Onlinedomguy​(dom male)
6 years ago • Nov 15, 2018
Onlinedomguy​(dom male) • Nov 15, 2018
I know there are many reasons why someone allows themselves to be drawn into an abusive relationship in the BDSM realm or vanilla world. I think you follow your feelings and senses when playing. If something feels wrong or concerning, talk about it. As a Dom, it is our responsibility to always keep our subs safe and sound. We must look and listen to how our subs react to various things. I know everyone knows this, but I feel like submissives need to let their Dom know when something doesn't feel right.

I do think many kinds of activities can cross from fine into abusive depending on the people involved. If I have a submissive and we are engaged in very structured play, I must be aware of her words, body language, facial expression, and other verbal and nonverbal cues. I do believe also the submissive has to be clear when something does not fell right. I use the red, yellow, green method to always check in and make sure we are going in the right direction for her.

Like everything else in this world, communications are key and understanding someone wanting to be submissive does not mean her concerns are not to be taken seriously. Also, for submissives, if it doesn't feel right, you express it to your Dom, and he/she ignores it or repeats the behavior, maybe you need to step away and move on.
MasterBear​(other butch)
6 years ago • Nov 15, 2018
MasterBear​(other butch) • Nov 15, 2018
I agree with all of this.

However, those are from the lenses of a healthy dynamic.

I'm saying that D types that are into abuse---- have a different modus operandi.


And -
That those things can seem legit.

But coercion is a different game.

Ok- so a D type with a young newbie sub.

The subs initial desired degree was a masters in forensics.

Over time the sub changes her major to psychology. Both decreasing their overall time in college and the intensity of the classes .

It just so happens that the D type is a psychologist.



Talk to the s type. They say they choose that.

But did they? Or did the subtle yet powerful communication from the D type coerce this?

Keep in mind that the last three s types dropped put of college.

Also keep in mind that the s type has started dressing and presenting as the D types last 3.


Then take this concept and apply it to protocol.

The s type says they agree, but do they really ?
Or are they being manipulated by a person who uses bdsm as an abusive tactic because bdsm VALIDATES certain things.

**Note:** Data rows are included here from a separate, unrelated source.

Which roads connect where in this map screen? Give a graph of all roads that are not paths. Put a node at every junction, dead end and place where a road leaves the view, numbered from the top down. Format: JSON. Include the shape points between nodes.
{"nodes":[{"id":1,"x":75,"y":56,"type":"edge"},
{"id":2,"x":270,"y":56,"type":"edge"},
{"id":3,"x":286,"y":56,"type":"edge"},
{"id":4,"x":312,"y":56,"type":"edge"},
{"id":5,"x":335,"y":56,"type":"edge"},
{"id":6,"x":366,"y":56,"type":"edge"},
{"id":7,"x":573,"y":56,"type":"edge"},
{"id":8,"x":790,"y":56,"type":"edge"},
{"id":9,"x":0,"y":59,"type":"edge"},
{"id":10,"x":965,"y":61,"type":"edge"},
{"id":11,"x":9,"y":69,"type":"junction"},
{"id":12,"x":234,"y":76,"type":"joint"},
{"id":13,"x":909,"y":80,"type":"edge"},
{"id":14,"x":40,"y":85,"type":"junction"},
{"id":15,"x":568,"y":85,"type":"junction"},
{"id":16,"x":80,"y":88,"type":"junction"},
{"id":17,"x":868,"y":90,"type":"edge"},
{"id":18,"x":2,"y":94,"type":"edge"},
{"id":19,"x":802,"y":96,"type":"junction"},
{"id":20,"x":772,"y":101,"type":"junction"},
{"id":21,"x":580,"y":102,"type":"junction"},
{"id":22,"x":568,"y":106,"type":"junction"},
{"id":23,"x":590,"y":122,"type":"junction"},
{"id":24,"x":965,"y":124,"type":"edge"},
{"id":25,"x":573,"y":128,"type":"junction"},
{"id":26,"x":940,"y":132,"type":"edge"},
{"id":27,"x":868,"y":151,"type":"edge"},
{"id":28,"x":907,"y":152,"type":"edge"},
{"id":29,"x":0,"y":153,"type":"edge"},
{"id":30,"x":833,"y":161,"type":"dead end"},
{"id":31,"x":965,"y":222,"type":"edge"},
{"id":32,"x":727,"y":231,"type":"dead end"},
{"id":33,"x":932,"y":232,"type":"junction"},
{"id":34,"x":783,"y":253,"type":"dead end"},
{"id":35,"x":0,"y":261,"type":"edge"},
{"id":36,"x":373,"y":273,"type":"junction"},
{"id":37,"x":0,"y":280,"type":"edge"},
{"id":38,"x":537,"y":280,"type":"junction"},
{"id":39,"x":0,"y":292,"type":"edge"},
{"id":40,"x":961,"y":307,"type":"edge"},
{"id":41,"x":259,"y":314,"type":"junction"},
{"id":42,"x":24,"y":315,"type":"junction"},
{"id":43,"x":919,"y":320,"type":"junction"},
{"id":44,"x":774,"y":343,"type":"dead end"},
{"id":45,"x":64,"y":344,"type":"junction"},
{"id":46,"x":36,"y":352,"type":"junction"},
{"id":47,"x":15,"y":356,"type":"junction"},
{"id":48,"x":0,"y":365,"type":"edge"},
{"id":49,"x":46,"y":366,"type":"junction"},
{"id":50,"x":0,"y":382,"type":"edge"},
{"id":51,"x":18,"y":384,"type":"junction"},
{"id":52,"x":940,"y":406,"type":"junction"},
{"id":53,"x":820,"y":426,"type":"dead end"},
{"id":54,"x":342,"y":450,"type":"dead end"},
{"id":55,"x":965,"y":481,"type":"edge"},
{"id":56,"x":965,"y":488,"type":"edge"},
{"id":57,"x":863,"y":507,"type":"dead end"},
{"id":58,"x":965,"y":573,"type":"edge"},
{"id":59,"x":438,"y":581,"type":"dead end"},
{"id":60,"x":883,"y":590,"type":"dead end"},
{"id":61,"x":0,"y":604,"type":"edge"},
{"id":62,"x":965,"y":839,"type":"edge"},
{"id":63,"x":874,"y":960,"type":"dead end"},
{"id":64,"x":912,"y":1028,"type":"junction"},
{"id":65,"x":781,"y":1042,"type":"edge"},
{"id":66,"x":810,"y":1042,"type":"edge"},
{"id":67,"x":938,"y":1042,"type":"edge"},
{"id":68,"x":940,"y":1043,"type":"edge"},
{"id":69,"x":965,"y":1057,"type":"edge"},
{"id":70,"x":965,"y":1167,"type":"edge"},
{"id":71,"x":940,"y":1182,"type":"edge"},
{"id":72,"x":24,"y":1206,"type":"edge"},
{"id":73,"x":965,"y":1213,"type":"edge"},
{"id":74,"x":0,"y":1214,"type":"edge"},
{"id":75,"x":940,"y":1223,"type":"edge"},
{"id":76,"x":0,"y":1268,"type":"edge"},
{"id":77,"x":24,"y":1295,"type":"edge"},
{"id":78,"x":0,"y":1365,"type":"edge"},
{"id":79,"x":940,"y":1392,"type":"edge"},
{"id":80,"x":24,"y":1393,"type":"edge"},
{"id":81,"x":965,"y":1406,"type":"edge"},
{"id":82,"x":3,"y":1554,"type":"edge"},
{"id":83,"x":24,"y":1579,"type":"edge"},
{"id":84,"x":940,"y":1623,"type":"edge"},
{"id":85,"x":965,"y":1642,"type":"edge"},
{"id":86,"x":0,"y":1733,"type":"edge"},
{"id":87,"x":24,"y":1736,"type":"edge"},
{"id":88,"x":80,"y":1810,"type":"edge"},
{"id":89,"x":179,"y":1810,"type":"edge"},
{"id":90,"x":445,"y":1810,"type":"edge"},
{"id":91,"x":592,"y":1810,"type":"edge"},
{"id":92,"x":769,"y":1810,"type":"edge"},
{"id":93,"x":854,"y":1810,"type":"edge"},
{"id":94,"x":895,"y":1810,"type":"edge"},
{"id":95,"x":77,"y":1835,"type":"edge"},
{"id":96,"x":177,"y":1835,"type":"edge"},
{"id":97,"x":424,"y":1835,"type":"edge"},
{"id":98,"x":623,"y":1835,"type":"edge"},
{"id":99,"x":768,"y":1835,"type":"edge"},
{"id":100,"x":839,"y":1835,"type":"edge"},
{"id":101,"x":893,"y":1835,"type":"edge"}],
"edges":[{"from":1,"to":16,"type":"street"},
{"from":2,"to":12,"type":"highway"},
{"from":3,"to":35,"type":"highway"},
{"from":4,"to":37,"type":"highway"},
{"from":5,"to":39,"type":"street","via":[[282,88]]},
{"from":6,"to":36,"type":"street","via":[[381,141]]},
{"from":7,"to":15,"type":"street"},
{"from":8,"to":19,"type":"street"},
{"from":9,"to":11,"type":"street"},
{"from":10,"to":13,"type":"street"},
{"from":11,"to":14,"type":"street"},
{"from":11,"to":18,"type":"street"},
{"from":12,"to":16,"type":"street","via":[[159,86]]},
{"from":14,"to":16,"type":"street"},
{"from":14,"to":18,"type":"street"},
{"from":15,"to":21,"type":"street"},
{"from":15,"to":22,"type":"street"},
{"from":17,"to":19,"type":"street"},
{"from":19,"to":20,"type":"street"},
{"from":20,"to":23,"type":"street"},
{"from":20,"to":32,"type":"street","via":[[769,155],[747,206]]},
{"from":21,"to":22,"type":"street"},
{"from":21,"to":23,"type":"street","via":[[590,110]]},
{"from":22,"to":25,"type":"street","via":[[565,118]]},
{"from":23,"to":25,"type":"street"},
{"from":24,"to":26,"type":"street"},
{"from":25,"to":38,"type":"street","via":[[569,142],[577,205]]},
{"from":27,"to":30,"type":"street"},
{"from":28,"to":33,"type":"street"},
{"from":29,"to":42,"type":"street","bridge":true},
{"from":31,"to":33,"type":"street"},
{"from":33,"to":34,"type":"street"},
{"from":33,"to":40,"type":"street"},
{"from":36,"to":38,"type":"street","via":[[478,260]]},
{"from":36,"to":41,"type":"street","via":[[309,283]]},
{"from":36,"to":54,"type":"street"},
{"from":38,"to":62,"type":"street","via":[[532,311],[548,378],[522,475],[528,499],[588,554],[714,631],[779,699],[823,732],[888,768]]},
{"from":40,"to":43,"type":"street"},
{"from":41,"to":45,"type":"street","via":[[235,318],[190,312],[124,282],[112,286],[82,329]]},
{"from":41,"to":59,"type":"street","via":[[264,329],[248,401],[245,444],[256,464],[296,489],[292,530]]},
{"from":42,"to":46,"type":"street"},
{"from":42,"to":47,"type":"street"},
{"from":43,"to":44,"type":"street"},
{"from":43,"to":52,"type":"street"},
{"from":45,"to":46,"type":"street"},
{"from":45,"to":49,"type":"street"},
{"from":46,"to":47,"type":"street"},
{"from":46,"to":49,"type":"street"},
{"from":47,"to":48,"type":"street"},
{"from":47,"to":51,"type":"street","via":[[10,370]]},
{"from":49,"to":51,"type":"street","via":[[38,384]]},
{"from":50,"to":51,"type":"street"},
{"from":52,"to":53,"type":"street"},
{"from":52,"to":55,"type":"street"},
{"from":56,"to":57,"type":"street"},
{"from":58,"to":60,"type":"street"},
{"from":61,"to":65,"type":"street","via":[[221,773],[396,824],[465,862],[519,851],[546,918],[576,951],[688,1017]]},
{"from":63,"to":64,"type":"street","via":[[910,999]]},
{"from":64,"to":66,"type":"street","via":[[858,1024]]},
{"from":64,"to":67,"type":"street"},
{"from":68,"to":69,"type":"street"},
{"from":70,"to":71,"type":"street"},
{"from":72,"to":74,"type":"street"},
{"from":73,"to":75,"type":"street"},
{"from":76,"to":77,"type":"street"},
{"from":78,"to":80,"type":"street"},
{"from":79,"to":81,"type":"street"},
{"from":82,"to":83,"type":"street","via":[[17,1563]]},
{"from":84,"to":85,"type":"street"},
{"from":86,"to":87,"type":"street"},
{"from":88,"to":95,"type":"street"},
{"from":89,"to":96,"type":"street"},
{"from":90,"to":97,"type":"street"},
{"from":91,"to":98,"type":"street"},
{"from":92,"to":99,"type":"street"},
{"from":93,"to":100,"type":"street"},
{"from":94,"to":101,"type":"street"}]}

I'm talking here beyond consent.

The grey areas.
Bunnie
6 years ago • Nov 15, 2018
Bunnie • Nov 15, 2018
@ MasterBear, thank you for clarifying icon_smile.gif
As @ Fud said, I too remember having a similar discussion around this concept, with you (which I won’t rehash). I tend to agree with along the lines of where he was going in his response here, however I would change “communication and love” to “connection.”
I think something to keep in mind is that one can never determine a situation merely by observation from the outside. Especially how someone is feeling. There are two very perfect examples of this... what’s called “resting bitch face”... when someone’s relaxed facial expression makes them look like they’re in a grumpy mood, even though they’re not... and suicide... often no one has a clue that the person who committed suicide was even contemptlating it, because “they seemed so happy.” It’s the same with relationships... you can never determine what the true agreement is from an outside perspective... I always looked at my parents marriage, and in my opinion, for as long as I could remember, they seemed miserable and it seemed like a nightmare, however, as I’ve grown, I look at them now and see that yes, it’s dysfunctional, but they’re truly happy with each other. It may not be right for me, but it seems to be right for them.
Abuse definitely happens. No one denies that. And I’m sure it is hidden under many an umbrella, including Protocol. Unfortunately if you do suspect it... much like abuse in any relationship... it needs to be the victims choice to leave. You can support them, and maybe even encourage them if you feel it’s necessary... but you can’t do it for them.